### WHAT IS EXPECTED
Go through the entries one line at a time, and gather every line that has the word "leaves".

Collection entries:
*** Block opens ***

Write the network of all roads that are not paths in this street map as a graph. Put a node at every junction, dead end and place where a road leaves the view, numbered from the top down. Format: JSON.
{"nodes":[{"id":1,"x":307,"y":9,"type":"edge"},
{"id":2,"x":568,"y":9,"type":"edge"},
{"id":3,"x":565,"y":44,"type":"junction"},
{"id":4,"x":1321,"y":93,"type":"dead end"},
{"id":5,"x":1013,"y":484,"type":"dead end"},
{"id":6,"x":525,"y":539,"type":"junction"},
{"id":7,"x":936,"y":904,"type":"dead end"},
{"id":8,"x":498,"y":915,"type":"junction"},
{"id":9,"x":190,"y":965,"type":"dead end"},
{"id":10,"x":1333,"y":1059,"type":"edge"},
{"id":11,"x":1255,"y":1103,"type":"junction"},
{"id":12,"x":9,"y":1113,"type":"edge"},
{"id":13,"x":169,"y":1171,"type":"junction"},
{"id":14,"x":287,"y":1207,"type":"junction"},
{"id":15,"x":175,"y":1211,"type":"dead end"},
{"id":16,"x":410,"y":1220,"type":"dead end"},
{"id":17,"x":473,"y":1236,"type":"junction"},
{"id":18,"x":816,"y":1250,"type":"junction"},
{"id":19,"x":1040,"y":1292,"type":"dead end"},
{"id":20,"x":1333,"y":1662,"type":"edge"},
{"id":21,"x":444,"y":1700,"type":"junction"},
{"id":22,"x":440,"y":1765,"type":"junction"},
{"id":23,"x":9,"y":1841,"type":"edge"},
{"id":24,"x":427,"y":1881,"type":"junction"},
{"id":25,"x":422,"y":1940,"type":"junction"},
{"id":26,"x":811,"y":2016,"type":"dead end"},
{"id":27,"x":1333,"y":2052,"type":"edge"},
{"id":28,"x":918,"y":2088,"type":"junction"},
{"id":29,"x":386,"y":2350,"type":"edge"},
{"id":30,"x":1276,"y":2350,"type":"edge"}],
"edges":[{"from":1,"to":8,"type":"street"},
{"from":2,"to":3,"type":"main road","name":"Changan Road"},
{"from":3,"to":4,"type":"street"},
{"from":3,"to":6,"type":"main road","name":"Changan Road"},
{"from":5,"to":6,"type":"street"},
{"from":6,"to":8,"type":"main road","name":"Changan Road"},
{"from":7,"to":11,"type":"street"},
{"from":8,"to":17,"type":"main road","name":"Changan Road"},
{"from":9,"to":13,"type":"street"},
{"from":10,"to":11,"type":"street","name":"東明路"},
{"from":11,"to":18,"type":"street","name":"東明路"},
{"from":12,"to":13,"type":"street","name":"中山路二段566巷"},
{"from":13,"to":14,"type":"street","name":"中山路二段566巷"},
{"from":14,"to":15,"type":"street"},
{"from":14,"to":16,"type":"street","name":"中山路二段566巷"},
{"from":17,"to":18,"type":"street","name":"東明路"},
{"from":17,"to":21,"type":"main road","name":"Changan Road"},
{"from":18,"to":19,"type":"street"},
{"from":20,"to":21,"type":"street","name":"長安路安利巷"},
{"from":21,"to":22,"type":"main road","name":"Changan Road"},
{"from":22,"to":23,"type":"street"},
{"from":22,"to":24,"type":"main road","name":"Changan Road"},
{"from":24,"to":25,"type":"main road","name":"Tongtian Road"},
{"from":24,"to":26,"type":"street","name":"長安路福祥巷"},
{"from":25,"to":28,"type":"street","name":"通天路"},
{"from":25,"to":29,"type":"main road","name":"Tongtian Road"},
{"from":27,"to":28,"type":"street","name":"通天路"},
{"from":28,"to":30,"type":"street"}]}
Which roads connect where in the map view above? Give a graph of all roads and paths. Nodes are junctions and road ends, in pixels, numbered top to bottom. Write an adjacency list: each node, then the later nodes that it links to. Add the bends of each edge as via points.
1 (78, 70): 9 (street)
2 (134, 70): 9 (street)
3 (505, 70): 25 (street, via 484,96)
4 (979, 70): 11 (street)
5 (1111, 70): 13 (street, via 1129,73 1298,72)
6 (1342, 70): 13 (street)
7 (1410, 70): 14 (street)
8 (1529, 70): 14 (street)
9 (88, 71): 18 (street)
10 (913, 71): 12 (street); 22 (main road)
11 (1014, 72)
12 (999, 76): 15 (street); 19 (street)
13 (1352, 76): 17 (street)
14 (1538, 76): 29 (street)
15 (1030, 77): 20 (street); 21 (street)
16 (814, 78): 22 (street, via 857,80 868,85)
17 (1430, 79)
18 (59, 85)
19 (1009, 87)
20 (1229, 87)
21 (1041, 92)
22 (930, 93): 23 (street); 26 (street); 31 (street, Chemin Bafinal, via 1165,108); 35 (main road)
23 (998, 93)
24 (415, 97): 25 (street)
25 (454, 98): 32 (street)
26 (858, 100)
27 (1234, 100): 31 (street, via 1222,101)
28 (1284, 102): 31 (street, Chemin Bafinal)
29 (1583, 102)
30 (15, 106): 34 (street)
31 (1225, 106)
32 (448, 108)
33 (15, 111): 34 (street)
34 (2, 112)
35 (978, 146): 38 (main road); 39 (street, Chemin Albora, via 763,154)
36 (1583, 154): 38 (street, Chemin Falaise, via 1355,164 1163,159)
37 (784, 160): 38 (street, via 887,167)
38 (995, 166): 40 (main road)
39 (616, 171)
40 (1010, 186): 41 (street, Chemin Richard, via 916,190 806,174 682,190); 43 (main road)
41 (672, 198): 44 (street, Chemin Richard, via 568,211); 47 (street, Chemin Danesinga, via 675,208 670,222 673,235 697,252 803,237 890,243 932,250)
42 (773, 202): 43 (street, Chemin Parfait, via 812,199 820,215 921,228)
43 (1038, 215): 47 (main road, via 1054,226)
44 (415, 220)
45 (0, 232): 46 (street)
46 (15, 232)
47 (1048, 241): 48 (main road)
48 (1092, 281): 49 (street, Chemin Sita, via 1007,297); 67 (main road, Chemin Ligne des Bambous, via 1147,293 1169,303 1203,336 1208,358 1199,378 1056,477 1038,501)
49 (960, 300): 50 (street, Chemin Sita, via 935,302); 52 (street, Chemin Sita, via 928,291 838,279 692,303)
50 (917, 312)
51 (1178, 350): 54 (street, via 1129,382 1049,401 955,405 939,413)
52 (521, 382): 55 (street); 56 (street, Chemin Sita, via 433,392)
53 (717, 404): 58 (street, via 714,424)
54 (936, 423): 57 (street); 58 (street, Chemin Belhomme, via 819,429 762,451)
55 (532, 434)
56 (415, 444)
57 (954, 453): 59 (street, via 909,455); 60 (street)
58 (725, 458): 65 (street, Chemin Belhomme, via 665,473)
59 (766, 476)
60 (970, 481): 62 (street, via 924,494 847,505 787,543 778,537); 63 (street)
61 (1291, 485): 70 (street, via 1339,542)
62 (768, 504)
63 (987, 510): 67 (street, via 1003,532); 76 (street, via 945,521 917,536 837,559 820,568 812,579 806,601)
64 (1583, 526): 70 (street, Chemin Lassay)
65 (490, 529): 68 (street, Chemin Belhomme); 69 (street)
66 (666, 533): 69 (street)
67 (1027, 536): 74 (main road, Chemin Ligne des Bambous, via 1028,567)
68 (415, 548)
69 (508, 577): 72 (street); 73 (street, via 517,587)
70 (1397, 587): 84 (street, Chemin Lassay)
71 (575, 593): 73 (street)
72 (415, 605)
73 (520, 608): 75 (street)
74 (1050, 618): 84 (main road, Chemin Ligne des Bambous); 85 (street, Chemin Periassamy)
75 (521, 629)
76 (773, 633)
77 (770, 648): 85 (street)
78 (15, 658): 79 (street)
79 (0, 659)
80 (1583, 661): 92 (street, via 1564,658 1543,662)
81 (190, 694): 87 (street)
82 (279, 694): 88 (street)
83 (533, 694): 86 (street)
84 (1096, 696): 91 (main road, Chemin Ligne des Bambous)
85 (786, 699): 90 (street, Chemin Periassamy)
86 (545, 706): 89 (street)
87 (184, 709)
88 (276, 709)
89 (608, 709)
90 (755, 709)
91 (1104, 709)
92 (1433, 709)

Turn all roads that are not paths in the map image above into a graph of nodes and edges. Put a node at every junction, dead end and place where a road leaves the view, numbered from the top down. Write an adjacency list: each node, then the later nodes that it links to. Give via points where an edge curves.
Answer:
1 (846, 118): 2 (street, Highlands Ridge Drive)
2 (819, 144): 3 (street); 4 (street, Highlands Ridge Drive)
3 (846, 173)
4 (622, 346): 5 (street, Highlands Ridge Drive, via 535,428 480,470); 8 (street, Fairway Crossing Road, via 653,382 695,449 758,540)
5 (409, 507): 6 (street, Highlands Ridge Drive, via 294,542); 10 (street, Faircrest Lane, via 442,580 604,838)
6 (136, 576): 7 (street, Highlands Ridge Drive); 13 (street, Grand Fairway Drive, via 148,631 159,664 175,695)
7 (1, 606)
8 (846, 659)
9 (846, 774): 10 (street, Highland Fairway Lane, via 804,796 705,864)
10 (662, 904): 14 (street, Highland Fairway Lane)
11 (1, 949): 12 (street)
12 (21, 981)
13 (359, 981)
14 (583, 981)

*** Block closes ***

### TASK RESPONSE
Write the network of all roads that are not paths in this street map as a graph. Put a node at every junction, dead end and place where a road leaves the view, numbered from the top down. Format: JSON.
Turn all roads that are not paths in the map image above into a graph of nodes and edges. Put a node at every junction, dead end and place where a road leaves the view, numbered from the top down. Write an adjacency list: each node, then the later nodes that it links to. Give via points where an edge curves.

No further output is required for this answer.